The book is dry reading. Moreover, it reads like a college term paper. I was very disappointed. I would only recommend the book to die hard Pujols fans. The book would have been so much better if Pujols was interviewed or even particpated in the writing of his biography.

Disclosure of Material Connection: I received this book free from Thomas Nelson Publishers as part of their book review bloggers program. I was not required to write a positive review. The opinions I have expressed are my own. I am disclosing this in accordance with the Federal Trade Commission’s 16 CFR, Part 255: “Guides Concerning the Use of Endorsements and Testimonials in Advertising.”

Sunday, February 20, 2011

One Month To Live by Kerry & Chris Shook

What if you only had one month left to live? What would you do differently? How would your priorities change? While this isn't really the focus of the book, it is about learning how to change your life to live it to the fullest - within 30 days. The second title more aptly describes the book, "Thirty Days to a No-Regrets Life". The inner flap has a very descriptive phrase: Do you suffer from "Someday Syndrome"?

I wouldn't exactly call this a self-help book, but if you apply the principles, you will certainly change your life for the better. The book is all inclusive taking into account every aspect of life - from relationships to personal struggles, this book has much wisdom to offer. It is also backed up with verses from the Bible that relate to similar struggles you may face and how to live life to the fullest. For example, the writings from Paul is used to show how he handled struggles as well as the equation for a fulfilling life. Paul had much Godly wisdom when it comes to relationships and the focus of life.

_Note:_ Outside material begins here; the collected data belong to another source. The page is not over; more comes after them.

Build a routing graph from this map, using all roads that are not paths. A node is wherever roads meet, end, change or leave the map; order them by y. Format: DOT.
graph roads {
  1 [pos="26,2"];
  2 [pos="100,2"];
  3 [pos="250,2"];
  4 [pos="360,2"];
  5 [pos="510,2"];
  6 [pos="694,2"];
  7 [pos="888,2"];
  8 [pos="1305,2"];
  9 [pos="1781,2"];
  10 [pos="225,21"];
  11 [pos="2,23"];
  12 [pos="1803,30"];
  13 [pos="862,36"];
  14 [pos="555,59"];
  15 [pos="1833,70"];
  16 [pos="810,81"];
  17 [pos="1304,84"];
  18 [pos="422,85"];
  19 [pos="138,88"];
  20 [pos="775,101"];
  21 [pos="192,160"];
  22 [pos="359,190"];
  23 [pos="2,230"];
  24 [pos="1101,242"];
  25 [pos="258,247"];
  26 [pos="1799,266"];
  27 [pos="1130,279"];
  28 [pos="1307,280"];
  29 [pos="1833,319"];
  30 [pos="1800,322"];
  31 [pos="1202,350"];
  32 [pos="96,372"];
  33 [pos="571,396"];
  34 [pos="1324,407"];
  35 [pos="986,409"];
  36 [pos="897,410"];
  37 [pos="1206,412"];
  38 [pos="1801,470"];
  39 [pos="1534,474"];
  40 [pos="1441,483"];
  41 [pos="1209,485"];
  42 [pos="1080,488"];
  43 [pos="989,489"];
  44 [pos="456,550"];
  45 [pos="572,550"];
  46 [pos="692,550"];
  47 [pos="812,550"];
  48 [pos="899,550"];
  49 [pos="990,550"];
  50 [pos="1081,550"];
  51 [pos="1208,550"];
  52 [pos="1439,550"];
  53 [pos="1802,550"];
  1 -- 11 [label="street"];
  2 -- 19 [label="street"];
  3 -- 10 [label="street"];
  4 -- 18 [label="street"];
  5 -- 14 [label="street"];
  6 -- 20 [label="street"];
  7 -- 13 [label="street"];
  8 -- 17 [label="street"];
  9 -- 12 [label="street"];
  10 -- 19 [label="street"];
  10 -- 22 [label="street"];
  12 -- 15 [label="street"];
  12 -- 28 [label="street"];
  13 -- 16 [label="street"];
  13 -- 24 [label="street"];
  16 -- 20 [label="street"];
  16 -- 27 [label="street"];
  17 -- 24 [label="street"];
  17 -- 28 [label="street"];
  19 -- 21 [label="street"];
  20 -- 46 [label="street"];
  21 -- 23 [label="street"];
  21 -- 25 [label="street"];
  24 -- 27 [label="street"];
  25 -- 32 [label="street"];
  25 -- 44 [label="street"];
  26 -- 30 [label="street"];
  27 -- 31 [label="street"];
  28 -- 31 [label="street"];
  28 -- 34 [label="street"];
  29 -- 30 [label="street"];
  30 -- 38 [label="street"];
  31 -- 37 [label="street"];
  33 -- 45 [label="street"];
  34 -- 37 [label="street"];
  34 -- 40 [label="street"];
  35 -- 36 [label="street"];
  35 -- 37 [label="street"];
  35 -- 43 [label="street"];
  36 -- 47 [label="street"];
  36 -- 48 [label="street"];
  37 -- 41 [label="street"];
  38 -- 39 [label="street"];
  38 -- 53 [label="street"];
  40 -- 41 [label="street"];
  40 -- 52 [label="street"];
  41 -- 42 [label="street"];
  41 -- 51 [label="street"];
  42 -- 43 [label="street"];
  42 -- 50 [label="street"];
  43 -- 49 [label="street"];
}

The book is easy to read and the use of metaphors makes it very easy to understand and apply to your life. I read this book practically in one setting - just couldn't put it down because it has such great insight. I plan on re-reading it and following the 30 day plan to a life with no regrets. I highly recommend this book to everyone. Everyone can find useful insight to improve his or her life!

I received this book for free from WaterBrook Multnomah Publishing Group for this review. This in no way influenced my review.

Friday, February 4, 2011

When the Hurt Runs Deep by Kay Arthur

This book was written to help those in deep pain, whether emotional or physical, to overcome their pain. A second title is descriptive as it states, "Healing and Hope for Life's Desperate Moments". Reflecting on those who faced deep pain in the Bible, as well as Bible verses, the author demostrates that it is possible to overcome deep pain. It is also a Bible Study with discussion questions for each chapter at the end of the book.

No, it may not be easy to apply the principles taught in this book, but it is well worth the effort. The book discusses some of the great stories of the Bible and the pain people went through. For example, Joseph was despised by his brothers. Joseph's brothers sold him into slavery and Joseph's life went into a downward spiral by circumstances that were not his fault. In the end, Joseph had suffered a great deal, but realized his brothers meant him harm, but God used it for good. God ultimately placed Joseph in a position to save Israeal from famine. Many other stories are explored and it would be hard for the reader not to feel a tremendous amount of hope.

I liked this book a lot. In fact, I wished it had been published YEARS ago and I had read it through some really tough times in my life. I know it would have strengthened my resolve and faith in God even more. People suffer from all kind of hurts, some very devestating, but I believe this book is worth reading and can start the healing process.

I received this book for free from WaterBrook Multnomah Publishing Group for this review. This in no way influenced my review.